WHAT IS EXPECTED: Please output every record exactly, keeping each line as it is.

INPUT MATERIAL:
Content starts
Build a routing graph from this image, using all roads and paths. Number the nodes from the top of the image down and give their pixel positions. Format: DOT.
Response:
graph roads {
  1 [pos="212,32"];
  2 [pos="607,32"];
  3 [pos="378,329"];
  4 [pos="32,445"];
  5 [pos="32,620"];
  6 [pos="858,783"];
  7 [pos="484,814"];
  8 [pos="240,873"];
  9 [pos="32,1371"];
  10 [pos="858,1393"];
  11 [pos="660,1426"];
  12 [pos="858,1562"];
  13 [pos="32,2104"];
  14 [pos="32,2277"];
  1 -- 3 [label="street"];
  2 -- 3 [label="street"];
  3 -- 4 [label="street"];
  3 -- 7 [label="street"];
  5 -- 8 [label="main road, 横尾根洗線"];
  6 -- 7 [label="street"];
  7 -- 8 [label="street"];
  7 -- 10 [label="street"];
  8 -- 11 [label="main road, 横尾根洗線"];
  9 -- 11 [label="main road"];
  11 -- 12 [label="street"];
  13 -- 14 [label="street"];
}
Content ends
ANSWER FOR THIS EXERCISE:
Build a routing graph from this image, using all roads and paths. Number the nodes from the top of the image down and give their pixel positions. Format: DOT.
Response:
graph roads {
  1 [pos="212,32"];
  2 [pos="607,32"];
  3 [pos="378,329"];
  4 [pos="32,445"];
  5 [pos="32,620"];
  6 [pos="858,783"];
  7 [pos="484,814"];
  8 [pos="240,873"];
  9 [pos="32,1371"];
  10 [pos="858,1393"];
  11 [pos="660,1426"];
  12 [pos="858,1562"];
  13 [pos="32,2104"];
  14 [pos="32,2277"];
  1 -- 3 [label="street"];
  2 -- 3 [label="street"];
  3 -- 4 [label="street"];
  3 -- 7 [label="street"];
  5 -- 8 [label="main road, 横尾根洗線"];
  6 -- 7 [label="street"];
  7 -- 8 [label="street"];
  7 -- 10 [label="street"];
  8 -- 11 [label="main road, 横尾根洗線"];
  9 -- 11 [label="main road"];
  11 -- 12 [label="street"];
  13 -- 14 [label="street"];
}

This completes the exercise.